Compressed Sensing Work by My Friends and Colleagues

Recently some of my friends and colleagues sent me their recent work on compressed sensing/sparse signal recovery. Thanks them for keeping me informed! Here are their nice work: I welcome everybody send me his/her work and I would like to introduce his/her work in my blog :)

Hakan informed me of his work:
Karahanoglu, N.B., and Erdogan, H., “Compressed sensing signal recovery via A* Orthogonal Matching Pursuit,” ICASSP’11, Prag, May 2011.
 The journal version is:
Karahanoglu, N.B., and Erdogan, H., “A* orthogonal matching pursuit: best-first search for compressed sensing signal recovery,” submitted, available as: arxiv 1009.0396,  last update in Sep. 2011.
 Matlab code can be downloaded here. 

The abstract reads:

Compressed sensing aims at reconstruction of sparse signals following acquisition in reduced dimensions, which makes the recovery process under-determined. Due to sparsity, required solution becomes the one with minimum ℓ0 norm, which is untractable to solve for. Commonly used reconstruction techniques include ℓ1 norm minimization and greedy algorithms. This manuscript proposes a novel semi-greedy approach, namely A* Orthogonal Matching Pursuit (A*OMP), which performs A* search for the sparsest solution on a tree whose paths grow similar to the Orthogonal Matching Pursuit (OMP) algorithm. Paths on the tree are evaluated according to an auxiliary cost function, which should compensate for different path lengths. For this purpose, we suggest three different structures. We show that novel dynamic cost functions provide improved results as compared to a conventional choice. Finally, we provide reconstruction results on both synthetically generated data and images showing that A*OMP outperforms well-known CS reconstruction methods, Basis Pursuit (BP), OMP and Subspace Pursuit (SP).
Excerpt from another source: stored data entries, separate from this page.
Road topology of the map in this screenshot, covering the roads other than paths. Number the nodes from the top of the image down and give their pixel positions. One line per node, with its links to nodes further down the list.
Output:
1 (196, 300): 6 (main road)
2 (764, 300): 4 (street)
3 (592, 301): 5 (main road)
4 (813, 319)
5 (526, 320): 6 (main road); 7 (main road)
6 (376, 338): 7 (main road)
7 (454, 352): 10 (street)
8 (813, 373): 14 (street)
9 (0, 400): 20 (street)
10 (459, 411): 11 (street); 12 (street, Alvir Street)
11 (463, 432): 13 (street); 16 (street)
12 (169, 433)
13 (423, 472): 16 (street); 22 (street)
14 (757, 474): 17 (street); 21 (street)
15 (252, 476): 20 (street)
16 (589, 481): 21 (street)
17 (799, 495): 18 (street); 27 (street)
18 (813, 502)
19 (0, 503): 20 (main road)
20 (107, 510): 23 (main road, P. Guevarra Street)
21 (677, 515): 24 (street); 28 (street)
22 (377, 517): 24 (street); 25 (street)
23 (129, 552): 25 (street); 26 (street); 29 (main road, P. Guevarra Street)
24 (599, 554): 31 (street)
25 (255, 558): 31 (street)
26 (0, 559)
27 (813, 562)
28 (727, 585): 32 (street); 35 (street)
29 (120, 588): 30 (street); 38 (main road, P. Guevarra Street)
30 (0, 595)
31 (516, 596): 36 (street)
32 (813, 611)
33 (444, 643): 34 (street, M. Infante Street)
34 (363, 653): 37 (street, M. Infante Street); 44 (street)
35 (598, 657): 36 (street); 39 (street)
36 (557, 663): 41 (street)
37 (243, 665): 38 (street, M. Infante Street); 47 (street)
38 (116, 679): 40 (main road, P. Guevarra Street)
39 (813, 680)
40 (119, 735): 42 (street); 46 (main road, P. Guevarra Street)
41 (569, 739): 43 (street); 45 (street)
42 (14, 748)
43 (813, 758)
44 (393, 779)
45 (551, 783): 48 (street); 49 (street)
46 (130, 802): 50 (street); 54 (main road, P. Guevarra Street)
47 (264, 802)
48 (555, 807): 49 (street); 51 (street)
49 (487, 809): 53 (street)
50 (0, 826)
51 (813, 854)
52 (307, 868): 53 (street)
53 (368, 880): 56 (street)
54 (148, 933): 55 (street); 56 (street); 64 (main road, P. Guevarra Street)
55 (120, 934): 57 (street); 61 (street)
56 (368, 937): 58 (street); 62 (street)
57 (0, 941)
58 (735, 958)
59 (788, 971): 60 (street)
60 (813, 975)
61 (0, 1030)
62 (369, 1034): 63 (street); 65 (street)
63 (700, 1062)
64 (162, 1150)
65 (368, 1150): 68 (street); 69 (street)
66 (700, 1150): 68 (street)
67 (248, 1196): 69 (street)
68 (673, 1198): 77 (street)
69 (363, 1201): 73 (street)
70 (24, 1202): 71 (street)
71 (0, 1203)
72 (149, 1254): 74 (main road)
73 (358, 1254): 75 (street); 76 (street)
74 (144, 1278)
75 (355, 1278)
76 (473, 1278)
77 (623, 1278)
Kiryung informed me of his latest updated work:

Kiryung Lee, Yoram Bresler, Marius Junge, Subspace Methods for Joint Sparse Recovery, arXiv:1004.3071v4

The abstract reads:
We propose robust and efficient algorithms for the joint sparse recovery problem in compressed sensing, which simultaneously recover the supports of jointly sparse signals from their multiple measurement vectors obtained through a common sensing matrix. In a favorable situation, the unknown matrix, which consists of the jointly sparse signals, has linearly independent nonzero rows. In this case, the MUSIC (MUltiple SIgnal Classification) algorithm, originally proposed by Schmidt for the direction of arrival problem in sensor array processing and later proposed and analyzed for joint sparse recovery by Feng and Bresler, provides a guarantee with the minimum number of measurements. We focus instead on the unfavorable but practically significant case of rank-defect or ill-conditioning. This situation arises with limited number of measurement vectors, or with highly correlated signal components. In this case MUSIC fails, and in practice none of the existing methods can consistently approach the fundamental limit. We propose subspace-augmented MUSIC (SA-MUSIC), which improves on MUSIC so that the support is reliably recovered under such unfavorable conditions. Combined with subspace-based greedy algorithms also proposed and analyzed in this paper, SA-MUSIC provides a computationally efficient algorithm with a performance guarantee. The performance guarantees are given in terms of a version of restricted isometry property. In particular, we also present a non-asymptotic perturbation analysis of the signal subspace estimation that has been missing in the previous study of MUSIC.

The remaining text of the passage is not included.